WHAT IS REQUIRED:
Line by line, output the entries below exactly as they appear.

[Opening INFORMATION PROVIDED section]

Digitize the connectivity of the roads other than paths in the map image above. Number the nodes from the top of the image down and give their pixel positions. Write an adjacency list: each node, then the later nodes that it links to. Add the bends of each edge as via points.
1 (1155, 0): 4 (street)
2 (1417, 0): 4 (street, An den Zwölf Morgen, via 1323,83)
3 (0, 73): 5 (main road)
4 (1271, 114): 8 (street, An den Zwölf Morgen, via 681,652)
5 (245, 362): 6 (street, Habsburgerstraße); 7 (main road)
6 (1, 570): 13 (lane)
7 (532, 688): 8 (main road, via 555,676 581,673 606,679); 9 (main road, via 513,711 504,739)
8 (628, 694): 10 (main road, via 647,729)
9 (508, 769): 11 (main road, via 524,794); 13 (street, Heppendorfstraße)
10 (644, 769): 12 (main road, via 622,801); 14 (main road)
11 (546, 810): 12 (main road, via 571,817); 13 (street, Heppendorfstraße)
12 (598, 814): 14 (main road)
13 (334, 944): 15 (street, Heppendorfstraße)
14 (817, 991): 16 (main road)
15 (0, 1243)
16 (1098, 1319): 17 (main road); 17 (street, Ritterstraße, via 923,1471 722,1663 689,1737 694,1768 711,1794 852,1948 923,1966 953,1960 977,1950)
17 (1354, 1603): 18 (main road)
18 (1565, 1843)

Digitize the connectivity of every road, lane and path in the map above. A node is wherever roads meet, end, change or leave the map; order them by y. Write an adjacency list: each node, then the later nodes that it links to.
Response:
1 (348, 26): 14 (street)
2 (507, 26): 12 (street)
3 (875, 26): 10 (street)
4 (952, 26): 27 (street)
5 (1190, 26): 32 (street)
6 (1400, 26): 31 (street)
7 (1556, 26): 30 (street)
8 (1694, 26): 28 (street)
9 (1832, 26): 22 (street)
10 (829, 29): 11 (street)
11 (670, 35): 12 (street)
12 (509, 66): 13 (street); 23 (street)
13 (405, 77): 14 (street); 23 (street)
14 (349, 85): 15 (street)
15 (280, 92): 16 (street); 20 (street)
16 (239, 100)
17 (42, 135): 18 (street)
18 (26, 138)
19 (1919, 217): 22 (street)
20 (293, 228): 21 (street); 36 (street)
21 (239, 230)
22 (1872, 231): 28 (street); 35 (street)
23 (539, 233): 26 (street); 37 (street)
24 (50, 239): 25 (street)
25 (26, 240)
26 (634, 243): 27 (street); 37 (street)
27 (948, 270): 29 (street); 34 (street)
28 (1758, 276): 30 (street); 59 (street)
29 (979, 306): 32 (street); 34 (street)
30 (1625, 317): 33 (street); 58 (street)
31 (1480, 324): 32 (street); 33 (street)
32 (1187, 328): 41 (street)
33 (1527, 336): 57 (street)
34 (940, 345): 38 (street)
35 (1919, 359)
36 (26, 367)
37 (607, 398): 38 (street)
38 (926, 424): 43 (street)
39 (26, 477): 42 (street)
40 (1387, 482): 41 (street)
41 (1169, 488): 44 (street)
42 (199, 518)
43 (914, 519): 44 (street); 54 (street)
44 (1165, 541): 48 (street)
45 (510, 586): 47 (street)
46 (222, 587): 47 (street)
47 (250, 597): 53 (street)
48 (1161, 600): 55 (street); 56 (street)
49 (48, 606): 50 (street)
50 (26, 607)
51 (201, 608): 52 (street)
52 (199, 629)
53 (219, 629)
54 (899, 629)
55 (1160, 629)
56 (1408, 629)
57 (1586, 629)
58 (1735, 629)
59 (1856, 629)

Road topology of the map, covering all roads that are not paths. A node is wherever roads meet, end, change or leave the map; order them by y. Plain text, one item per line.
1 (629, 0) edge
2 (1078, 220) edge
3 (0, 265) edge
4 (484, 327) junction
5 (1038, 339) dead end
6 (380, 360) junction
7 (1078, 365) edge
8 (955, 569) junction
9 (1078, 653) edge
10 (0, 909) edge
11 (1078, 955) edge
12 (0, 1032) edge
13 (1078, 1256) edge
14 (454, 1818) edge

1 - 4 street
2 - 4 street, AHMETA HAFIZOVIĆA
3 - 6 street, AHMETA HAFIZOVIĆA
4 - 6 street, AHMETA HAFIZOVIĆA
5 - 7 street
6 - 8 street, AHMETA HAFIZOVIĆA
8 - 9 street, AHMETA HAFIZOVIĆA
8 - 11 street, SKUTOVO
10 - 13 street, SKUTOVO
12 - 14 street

[Closing INFORMATION PROVIDED section]

EXERCISE OUTPUT:
Digitize the connectivity of the roads other than paths in the map image above. Number the nodes from the top of the image down and give their pixel positions. Write an adjacency list: each node, then the later nodes that it links to. Add the bends of each edge as via points.
1 (1155, 0): 4 (street)
2 (1417, 0): 4 (street, An den Zwölf Morgen, via 1323,83)
3 (0, 73): 5 (main road)
4 (1271, 114): 8 (street, An den Zwölf Morgen, via 681,652)
5 (245, 362): 6 (street, Habsburgerstraße); 7 (main road)
6 (1, 570): 13 (lane)
7 (532, 688): 8 (main road, via 555,676 581,673 606,679); 9 (main road, via 513,711 504,739)
8 (628, 694): 10 (main road, via 647,729)
9 (508, 769): 11 (main road, via 524,794); 13 (street, Heppendorfstraße)
10 (644, 769): 12 (main road, via 622,801); 14 (main road)
11 (546, 810): 12 (main road, via 571,817); 13 (street, Heppendorfstraße)
12 (598, 814): 14 (main road)
13 (334, 944): 15 (street, Heppendorfstraße)
14 (817, 991): 16 (main road)
15 (0, 1243)
16 (1098, 1319): 17 (main road); 17 (street, Ritterstraße, via 923,1471 722,1663 689,1737 694,1768 711,1794 852,1948 923,1966 953,1960 977,1950)
17 (1354, 1603): 18 (main road)
18 (1565, 1843)

Digitize the connectivity of every road, lane and path in the map above. A node is wherever roads meet, end, change or leave the map; order them by y. Write an adjacency list: each node, then the later nodes that it links to.
Response:
1 (348, 26): 14 (street)
2 (507, 26): 12 (street)
3 (875, 26): 10 (street)
4 (952, 26): 27 (street)
5 (1190, 26): 32 (street)
6 (1400, 26): 31 (street)
7 (1556, 26): 30 (street)
8 (1694, 26): 28 (street)
9 (1832, 26): 22 (street)
10 (829, 29): 11 (street)
11 (670, 35): 12 (street)
12 (509, 66): 13 (street); 23 (street)
13 (405, 77): 14 (street); 23 (street)
14 (349, 85): 15 (street)
15 (280, 92): 16 (street); 20 (street)
16 (239, 100)
17 (42, 135): 18 (street)
18 (26, 138)
19 (1919, 217): 22 (street)
20 (293, 228): 21 (street); 36 (street)
21 (239, 230)
22 (1872, 231): 28 (street); 35 (street)
23 (539, 233): 26 (street); 37 (street)
24 (50, 239): 25 (street)
25 (26, 240)
26 (634, 243): 27 (street); 37 (street)
27 (948, 270): 29 (street); 34 (street)
28 (1758, 276): 30 (street); 59 (street)
29 (979, 306): 32 (street); 34 (street)
30 (1625, 317): 33 (street); 58 (street)
31 (1480, 324): 32 (street); 33 (street)
32 (1187, 328): 41 (street)
33 (1527, 336): 57 (street)
34 (940, 345): 38 (street)
35 (1919, 359)
36 (26, 367)
37 (607, 398): 38 (street)
38 (926, 424): 43 (street)
39 (26, 477): 42 (street)
40 (1387, 482): 41 (street)
41 (1169, 488): 44 (street)
42 (199, 518)
43 (914, 519): 44 (street); 54 (street)
44 (1165, 541): 48 (street)
45 (510, 586): 47 (street)
46 (222, 587): 47 (street)
47 (250, 597): 53 (street)
48 (1161, 600): 55 (street); 56 (street)
49 (48, 606): 50 (street)
50 (26, 607)
51 (201, 608): 52 (street)
52 (199, 629)
53 (219, 629)
54 (899, 629)
55 (1160, 629)
56 (1408, 629)
57 (1586, 629)
58 (1735, 629)
59 (1856, 629)

Road topology of the map, covering all roads that are not paths. A node is wherever roads meet, end, change or leave the map; order them by y. Plain text, one item per line.
1 (629, 0) edge
2 (1078, 220) edge
3 (0, 265) edge
4 (484, 327) junction
5 (1038, 339) dead end
6 (380, 360) junction
7 (1078, 365) edge
8 (955, 569) junction
9 (1078, 653) edge
10 (0, 909) edge
11 (1078, 955) edge
12 (0, 1032) edge
13 (1078, 1256) edge
14 (454, 1818) edge

1 - 4 street
2 - 4 street, AHMETA HAFIZOVIĆA
3 - 6 street, AHMETA HAFIZOVIĆA
4 - 6 street, AHMETA HAFIZOVIĆA
5 - 7 street
6 - 8 street, AHMETA HAFIZOVIĆA
8 - 9 street, AHMETA HAFIZOVIĆA
8 - 11 street, SKUTOVO
10 - 13 street, SKUTOVO
12 - 14 street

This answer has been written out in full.